▶ INPUT RECORDS

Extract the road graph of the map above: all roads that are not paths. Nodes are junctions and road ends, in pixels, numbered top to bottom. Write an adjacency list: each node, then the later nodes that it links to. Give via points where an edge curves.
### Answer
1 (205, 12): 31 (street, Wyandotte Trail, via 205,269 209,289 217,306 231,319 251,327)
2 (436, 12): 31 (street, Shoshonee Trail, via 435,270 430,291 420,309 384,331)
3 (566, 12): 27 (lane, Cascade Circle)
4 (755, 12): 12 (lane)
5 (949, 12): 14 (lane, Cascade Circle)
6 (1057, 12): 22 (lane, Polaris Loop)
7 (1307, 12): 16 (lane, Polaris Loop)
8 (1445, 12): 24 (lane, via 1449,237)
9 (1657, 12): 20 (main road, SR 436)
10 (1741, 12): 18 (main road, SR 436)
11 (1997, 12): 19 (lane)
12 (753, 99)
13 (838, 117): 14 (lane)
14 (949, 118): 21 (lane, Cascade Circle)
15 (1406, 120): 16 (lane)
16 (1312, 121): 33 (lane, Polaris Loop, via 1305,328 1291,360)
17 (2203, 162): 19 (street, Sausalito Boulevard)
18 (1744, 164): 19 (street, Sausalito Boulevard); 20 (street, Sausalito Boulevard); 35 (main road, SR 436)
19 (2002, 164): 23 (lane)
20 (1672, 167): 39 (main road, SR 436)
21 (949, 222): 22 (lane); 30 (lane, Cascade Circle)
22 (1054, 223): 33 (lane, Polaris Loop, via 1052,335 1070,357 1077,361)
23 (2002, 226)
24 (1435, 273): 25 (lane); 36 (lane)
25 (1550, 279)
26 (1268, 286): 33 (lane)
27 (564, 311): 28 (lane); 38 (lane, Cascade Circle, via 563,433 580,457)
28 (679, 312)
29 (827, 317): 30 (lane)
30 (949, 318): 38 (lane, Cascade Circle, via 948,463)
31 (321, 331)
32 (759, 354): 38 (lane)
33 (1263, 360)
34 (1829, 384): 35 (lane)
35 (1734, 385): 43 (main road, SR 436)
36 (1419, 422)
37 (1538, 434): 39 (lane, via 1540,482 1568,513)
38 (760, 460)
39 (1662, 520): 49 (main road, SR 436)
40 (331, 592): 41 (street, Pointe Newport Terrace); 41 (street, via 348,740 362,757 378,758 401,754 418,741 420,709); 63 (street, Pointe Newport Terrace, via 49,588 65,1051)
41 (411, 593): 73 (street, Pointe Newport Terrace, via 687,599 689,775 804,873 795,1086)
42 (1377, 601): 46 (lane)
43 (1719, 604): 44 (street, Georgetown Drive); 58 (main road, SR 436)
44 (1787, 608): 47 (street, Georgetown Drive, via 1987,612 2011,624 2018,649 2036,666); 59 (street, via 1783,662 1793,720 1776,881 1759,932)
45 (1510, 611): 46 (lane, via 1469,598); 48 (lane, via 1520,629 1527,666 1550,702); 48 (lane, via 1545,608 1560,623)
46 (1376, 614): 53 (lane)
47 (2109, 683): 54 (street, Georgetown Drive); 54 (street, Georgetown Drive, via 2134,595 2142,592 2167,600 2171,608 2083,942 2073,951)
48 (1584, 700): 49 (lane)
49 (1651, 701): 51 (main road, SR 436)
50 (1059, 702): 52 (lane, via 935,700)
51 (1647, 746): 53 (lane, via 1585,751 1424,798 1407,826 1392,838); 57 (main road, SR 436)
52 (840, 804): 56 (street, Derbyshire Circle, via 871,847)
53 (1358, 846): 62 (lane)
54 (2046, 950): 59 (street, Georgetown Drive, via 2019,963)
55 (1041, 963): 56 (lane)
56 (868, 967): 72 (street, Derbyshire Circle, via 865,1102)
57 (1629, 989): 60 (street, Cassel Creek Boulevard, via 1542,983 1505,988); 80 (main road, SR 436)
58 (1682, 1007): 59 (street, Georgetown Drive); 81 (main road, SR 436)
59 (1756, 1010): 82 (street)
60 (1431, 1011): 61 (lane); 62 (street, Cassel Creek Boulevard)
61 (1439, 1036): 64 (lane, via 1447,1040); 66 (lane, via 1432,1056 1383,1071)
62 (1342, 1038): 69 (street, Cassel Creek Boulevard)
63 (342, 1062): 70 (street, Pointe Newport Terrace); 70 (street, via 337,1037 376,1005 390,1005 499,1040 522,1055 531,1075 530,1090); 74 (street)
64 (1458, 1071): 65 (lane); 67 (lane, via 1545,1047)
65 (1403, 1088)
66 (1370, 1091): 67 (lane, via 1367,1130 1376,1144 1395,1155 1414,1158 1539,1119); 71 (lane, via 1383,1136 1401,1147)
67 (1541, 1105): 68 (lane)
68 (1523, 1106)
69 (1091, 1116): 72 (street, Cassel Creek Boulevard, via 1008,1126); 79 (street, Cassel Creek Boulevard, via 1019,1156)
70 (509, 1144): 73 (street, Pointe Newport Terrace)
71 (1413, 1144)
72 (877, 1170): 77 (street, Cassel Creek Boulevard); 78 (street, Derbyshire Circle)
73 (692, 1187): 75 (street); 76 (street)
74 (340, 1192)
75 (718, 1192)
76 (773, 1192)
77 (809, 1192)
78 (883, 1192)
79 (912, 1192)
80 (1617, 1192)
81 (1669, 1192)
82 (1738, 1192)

▶ EXERCISE DESCRIPTION
Your answer should consist of each line above in which "Derbyshire" appears.

▶ RESPONSE BELOW
52 (840, 804): 56 (street, Derbyshire Circle, via 871,847)
56 (868, 967): 72 (street, Derbyshire Circle, via 865,1102)
72 (877, 1170): 77 (street, Cassel Creek Boulevard); 78 (street, Derbyshire Circle)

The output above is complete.